Directions for this task: From the first line through the line containing "translate:-100% -50%; text-align:right", transcribe the records exactly and include no other lines.

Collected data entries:
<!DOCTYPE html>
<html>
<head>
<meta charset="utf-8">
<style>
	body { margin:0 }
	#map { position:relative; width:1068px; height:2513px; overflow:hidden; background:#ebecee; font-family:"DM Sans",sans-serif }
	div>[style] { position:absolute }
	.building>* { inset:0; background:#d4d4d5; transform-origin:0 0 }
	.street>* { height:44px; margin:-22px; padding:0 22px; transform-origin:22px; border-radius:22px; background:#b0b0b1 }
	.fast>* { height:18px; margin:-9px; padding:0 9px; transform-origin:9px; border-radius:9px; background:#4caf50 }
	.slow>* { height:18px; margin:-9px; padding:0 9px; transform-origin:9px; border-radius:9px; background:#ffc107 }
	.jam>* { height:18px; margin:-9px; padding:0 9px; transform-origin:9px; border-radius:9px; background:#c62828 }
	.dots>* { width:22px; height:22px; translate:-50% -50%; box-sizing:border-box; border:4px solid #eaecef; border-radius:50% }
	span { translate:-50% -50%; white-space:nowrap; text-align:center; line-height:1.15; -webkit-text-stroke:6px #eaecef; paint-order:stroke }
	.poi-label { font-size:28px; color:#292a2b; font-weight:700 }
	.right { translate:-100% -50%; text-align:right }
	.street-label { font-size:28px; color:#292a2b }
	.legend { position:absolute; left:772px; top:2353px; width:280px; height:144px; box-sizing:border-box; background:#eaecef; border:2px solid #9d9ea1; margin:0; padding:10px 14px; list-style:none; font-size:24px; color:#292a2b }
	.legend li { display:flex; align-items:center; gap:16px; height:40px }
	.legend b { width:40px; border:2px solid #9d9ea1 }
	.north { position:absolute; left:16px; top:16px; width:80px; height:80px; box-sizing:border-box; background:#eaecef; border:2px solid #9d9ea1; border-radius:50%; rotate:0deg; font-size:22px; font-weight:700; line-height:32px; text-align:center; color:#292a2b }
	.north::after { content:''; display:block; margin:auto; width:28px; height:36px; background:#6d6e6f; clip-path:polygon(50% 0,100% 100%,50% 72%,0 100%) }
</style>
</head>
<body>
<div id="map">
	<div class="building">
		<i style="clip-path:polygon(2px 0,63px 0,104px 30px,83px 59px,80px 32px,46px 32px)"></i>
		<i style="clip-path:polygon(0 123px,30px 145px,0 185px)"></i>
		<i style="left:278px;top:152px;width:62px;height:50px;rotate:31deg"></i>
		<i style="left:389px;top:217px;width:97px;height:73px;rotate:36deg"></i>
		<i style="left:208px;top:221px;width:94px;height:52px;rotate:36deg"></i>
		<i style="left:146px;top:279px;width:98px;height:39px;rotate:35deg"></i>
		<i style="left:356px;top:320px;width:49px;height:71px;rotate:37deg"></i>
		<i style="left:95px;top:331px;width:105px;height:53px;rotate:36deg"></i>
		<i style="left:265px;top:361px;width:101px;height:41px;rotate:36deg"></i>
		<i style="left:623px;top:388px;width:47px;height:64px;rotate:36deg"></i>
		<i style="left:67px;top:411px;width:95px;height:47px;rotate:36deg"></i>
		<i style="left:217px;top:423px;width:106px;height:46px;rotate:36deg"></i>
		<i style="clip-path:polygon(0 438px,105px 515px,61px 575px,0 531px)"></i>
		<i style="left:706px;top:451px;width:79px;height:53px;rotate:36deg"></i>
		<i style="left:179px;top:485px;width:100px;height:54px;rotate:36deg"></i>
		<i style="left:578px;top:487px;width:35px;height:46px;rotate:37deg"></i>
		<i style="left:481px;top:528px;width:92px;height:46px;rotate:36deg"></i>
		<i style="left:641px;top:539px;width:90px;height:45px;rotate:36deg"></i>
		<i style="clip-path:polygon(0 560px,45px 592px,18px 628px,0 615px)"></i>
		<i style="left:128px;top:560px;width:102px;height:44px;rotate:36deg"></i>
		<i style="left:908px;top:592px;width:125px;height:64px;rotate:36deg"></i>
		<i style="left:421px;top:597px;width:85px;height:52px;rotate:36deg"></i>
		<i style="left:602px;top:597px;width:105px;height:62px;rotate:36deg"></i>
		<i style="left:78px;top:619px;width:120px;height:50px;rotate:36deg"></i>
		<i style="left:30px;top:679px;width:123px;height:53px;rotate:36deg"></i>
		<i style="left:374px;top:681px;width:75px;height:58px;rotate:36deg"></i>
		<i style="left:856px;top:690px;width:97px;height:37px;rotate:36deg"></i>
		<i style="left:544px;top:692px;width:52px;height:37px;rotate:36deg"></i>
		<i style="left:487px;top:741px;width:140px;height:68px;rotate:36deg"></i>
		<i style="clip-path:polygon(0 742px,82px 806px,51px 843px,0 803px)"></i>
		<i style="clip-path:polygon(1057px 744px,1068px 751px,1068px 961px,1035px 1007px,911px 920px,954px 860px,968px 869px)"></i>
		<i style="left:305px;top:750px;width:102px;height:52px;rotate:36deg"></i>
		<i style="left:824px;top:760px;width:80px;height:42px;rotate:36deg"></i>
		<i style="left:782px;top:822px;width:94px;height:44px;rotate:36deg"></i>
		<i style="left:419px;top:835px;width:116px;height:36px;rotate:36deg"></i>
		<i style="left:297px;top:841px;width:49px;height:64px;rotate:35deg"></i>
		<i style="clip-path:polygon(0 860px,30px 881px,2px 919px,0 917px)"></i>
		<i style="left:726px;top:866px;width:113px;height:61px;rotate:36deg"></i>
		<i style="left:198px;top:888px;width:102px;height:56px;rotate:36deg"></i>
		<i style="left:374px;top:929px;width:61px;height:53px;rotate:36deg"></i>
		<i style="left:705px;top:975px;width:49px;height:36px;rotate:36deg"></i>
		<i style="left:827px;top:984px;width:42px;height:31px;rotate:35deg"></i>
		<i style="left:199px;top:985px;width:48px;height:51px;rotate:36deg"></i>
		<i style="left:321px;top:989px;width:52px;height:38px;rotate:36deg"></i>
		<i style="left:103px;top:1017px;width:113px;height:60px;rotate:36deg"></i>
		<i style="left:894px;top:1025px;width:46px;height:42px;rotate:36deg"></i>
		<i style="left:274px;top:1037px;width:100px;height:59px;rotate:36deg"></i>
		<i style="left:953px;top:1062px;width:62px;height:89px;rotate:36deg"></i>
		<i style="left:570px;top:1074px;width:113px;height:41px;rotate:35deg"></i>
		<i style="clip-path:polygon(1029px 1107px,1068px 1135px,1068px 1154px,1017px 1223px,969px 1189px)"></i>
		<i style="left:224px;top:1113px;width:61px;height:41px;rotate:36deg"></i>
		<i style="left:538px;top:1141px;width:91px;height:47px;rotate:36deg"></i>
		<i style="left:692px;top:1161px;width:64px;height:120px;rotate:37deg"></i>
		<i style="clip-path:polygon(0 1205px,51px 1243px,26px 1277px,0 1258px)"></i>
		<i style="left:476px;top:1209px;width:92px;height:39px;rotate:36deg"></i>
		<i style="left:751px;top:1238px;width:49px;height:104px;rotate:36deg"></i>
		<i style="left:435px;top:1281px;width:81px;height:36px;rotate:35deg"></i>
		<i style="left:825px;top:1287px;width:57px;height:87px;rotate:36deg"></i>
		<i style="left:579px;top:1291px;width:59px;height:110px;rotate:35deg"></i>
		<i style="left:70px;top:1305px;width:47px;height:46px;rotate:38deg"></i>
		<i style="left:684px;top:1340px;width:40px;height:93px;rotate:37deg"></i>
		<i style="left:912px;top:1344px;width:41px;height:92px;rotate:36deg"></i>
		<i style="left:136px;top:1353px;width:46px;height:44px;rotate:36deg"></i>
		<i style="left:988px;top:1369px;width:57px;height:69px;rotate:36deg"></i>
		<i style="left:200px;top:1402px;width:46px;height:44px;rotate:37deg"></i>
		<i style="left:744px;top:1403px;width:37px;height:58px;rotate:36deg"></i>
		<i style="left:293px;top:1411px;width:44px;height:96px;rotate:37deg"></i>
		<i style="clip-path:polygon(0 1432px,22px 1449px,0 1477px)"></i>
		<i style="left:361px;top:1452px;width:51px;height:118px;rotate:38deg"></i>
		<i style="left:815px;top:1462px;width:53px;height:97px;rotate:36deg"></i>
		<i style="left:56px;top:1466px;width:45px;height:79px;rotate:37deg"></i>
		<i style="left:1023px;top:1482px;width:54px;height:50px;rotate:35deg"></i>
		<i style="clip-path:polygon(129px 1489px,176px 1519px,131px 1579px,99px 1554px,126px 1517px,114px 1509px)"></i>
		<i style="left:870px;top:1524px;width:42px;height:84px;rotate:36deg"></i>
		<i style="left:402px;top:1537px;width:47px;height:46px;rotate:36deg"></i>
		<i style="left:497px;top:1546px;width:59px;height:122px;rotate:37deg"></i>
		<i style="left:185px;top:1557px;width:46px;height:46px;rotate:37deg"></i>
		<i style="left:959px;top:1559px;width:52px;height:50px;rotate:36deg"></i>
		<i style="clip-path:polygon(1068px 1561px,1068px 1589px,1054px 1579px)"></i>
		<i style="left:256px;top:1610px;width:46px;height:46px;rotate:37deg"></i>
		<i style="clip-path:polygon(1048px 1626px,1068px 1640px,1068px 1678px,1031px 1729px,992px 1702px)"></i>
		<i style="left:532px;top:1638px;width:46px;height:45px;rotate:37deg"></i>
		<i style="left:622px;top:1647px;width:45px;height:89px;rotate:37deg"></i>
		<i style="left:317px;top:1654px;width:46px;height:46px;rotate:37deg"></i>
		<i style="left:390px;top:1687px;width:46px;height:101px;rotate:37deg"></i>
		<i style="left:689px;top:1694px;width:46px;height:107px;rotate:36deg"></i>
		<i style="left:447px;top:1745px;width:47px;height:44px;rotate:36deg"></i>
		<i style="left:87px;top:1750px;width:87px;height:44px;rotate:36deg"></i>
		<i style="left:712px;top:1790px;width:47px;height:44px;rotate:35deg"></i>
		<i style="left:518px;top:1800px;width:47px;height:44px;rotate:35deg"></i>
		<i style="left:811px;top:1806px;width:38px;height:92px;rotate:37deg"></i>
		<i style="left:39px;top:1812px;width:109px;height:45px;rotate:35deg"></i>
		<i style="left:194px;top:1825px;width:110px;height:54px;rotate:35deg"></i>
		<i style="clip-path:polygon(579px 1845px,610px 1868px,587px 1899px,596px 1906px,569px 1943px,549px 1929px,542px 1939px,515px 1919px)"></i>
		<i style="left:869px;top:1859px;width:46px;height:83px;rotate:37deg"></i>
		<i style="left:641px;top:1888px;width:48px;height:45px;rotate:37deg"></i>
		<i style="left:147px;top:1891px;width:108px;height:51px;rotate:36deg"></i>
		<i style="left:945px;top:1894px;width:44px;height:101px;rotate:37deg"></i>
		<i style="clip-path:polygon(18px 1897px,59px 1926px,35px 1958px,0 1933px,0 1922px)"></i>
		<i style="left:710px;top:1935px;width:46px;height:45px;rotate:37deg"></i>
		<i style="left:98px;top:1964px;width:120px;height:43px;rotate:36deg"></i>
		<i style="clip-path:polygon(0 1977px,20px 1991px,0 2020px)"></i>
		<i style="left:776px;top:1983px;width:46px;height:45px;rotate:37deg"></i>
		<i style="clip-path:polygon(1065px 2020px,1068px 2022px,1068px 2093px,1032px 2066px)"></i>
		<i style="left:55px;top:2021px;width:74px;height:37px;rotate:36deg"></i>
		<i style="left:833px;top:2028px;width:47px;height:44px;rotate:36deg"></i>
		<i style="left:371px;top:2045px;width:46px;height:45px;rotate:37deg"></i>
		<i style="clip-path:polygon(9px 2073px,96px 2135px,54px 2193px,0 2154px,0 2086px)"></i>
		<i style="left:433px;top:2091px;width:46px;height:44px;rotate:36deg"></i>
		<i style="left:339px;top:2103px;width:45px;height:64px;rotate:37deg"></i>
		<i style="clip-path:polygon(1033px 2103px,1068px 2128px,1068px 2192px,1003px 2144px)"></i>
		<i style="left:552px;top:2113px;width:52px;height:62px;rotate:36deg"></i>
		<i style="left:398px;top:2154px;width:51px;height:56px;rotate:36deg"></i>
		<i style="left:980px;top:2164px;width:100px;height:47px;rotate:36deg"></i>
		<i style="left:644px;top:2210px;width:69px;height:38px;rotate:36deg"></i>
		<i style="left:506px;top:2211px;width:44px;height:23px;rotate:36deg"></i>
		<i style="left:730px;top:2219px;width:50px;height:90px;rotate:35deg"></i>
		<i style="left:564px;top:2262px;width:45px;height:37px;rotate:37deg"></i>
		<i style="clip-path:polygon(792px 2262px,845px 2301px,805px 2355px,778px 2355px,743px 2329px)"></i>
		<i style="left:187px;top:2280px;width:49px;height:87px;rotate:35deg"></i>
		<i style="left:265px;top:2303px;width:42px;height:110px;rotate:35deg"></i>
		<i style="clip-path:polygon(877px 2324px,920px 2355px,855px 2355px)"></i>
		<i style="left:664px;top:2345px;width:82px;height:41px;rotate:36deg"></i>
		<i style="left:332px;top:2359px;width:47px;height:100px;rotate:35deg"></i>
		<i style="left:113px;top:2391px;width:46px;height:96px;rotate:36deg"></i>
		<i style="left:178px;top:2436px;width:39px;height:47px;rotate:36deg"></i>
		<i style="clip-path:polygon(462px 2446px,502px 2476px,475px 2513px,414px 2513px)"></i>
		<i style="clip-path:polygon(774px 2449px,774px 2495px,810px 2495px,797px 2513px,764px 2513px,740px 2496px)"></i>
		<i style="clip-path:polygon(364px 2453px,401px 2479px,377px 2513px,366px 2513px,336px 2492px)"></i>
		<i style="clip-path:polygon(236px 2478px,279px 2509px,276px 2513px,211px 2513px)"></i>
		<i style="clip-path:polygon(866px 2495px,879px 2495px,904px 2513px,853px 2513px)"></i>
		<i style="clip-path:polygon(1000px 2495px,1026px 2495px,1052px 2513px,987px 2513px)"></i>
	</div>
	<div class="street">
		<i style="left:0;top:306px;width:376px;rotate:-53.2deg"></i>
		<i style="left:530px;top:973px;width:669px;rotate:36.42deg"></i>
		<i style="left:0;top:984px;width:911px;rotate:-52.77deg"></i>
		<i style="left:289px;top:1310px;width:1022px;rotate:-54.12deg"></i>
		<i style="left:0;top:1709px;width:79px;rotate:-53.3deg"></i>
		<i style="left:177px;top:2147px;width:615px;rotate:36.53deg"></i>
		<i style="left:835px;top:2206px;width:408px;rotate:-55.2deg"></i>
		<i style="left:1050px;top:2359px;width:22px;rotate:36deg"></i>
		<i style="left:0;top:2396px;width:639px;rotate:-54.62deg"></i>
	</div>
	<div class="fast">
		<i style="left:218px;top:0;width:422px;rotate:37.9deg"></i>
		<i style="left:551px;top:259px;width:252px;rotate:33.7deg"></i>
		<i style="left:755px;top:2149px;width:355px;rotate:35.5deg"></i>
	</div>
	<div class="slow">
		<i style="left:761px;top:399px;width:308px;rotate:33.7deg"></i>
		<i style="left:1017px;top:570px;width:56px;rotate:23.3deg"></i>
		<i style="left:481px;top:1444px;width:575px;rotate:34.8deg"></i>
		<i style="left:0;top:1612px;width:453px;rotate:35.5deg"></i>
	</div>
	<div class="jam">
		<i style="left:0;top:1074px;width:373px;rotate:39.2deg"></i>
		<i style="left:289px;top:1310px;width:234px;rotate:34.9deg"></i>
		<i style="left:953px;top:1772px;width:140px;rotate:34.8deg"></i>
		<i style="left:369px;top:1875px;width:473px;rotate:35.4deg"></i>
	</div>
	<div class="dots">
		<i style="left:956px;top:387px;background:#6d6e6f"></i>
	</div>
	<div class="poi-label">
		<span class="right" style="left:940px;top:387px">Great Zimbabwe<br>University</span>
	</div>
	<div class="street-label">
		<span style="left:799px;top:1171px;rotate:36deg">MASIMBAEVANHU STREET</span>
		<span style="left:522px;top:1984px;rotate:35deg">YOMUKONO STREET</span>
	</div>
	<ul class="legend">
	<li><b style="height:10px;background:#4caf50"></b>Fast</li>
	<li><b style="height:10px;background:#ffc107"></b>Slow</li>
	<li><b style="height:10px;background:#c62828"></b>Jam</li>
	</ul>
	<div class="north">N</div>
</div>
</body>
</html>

Answer to the problem:
<!DOCTYPE html>
<html>
<head>
<meta charset="utf-8">
<style>
	body { margin:0 }
	#map { position:relative; width:1068px; height:2513px; overflow:hidden; background:#ebecee; font-family:"DM Sans",sans-serif }
	div>[style] { position:absolute }
	.building>* { inset:0; background:#d4d4d5; transform-origin:0 0 }
	.street>* { height:44px; margin:-22px; padding:0 22px; transform-origin:22px; border-radius:22px; background:#b0b0b1 }
	.fast>* { height:18px; margin:-9px; padding:0 9px; transform-origin:9px; border-radius:9px; background:#4caf50 }
	.slow>* { height:18px; margin:-9px; padding:0 9px; transform-origin:9px; border-radius:9px; background:#ffc107 }
	.jam>* { height:18px; margin:-9px; padding:0 9px; transform-origin:9px; border-radius:9px; background:#c62828 }
	.dots>* { width:22px; height:22px; translate:-50% -50%; box-sizing:border-box; border:4px solid #eaecef; border-radius:50% }
	span { translate:-50% -50%; white-space:nowrap; text-align:center; line-height:1.15; -webkit-text-stroke:6px #eaecef; paint-order:stroke }
	.poi-label { font-size:28px; color:#292a2b; font-weight:700 }
	.right { translate:-100% -50%; text-align:right }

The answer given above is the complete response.